*Directions for this task:*
Each line in the entries below that holds the string "main" is to be listed.

(Items from a data source)
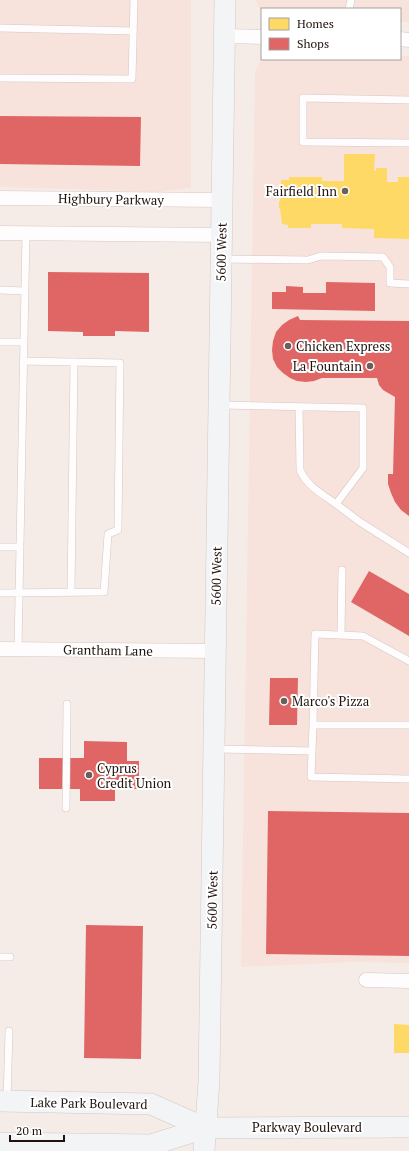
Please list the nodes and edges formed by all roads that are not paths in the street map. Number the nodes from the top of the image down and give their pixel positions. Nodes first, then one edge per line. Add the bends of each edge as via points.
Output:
1 (134, 0) edge
2 (225, 0) edge
3 (0, 28) edge
4 (133, 31) junction
5 (224, 36) junction
6 (261, 37) edge
7 (0, 78) edge
8 (409, 100) edge
9 (409, 144) edge
10 (0, 198) edge
11 (222, 200) junction
12 (0, 233) edge
13 (26, 234) junction
14 (221, 235) junction
15 (221, 259) junction
16 (409, 284) edge
17 (0, 290) edge
18 (25, 290) junction
19 (0, 342) edge
20 (24, 342) junction
21 (23, 361) junction
22 (74, 362) junction
23 (219, 405) junction
24 (299, 407) junction
25 (336, 504) junction
26 (0, 547) edge
27 (20, 547) junction
28 (409, 553) edge
29 (342, 570) dead end
30 (71, 592) junction
31 (0, 593) edge
32 (19, 593) junction
33 (341, 635) junction
34 (0, 649) edge
35 (18, 649) junction
36 (215, 652) junction
37 (409, 660) edge
38 (67, 704) dead end
39 (313, 725) junction
40 (409, 725) edge
41 (214, 749) junction
42 (312, 751) junction
43 (409, 779) edge
44 (66, 808) dead end
45 (0, 957) edge
46 (10, 957) dead end
47 (366, 980) dead end
48 (409, 981) edge
49 (9, 1030) dead end
50 (4, 1102) edge
51 (409, 1127) edge
52 (205, 1128) junction
53 (0, 1143) edge
54 (204, 1151) edge

1 - 4 lane
2 - 5 main road, 5600 West
3 - 4 lane
4 - 7 lane via 132,79
5 - 6 street
5 - 11 main road, 5600 West
8 - 9 lane via 303,98 303,142
10 - 11 street, Highbury Parkway
11 - 14 main road, 5600 West
12 - 13 street
13 - 14 street
13 - 18 lane
14 - 15 main road, 5600 West
15 - 16 lane via 308,260 321,256 383,257 390,267 390,283
15 - 23 main road, 5600 West
17 - 18 lane
18 - 20 lane
19 - 20 lane
20 - 21 lane
21 - 22 lane
21 - 27 lane
22 - 30 lane
22 - 30 lane via 120,363 118,530 108,534 104,592
23 - 24 lane
23 - 36 main road, 5600 West
24 - 25 lane via 300,470 303,478
24 - 25 lane via 363,408 363,468
25 - 28 lane
26 - 27 lane
27 - 32 lane
29 - 33 lane
30 - 32 lane
31 - 32 lane
32 - 35 lane
33 - 37 lane via 363,636
33 - 39 lane via 315,634
34 - 35 street, Grantham Lane
35 - 36 street, Grantham Lane
36 - 41 main road, 5600 West
38 - 44 lane
39 - 40 lane
39 - 42 lane
41 - 42 lane
41 - 52 main road, 5600 West via 209,1081
42 - 43 lane via 311,777
45 - 46 lane
47 - 48 street
49 - 50 lane
50 - 52 main road, Lake Park Boulevard via 152,1104
51 - 52 main road, Parkway Boulevard
52 - 53 main road via 151,1145
52 - 54 main road, 5600 West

*Answer box:*
2 - 5 main road, 5600 West
5 - 11 main road, 5600 West
11 - 14 main road, 5600 West
14 - 15 main road, 5600 West
15 - 23 main road, 5600 West
23 - 36 main road, 5600 West
36 - 41 main road, 5600 West
41 - 52 main road, 5600 West via 209,1081
50 - 52 main road, Lake Park Boulevard via 152,1104
51 - 52 main road, Parkway Boulevard
52 - 53 main road via 151,1145
52 - 54 main road, 5600 West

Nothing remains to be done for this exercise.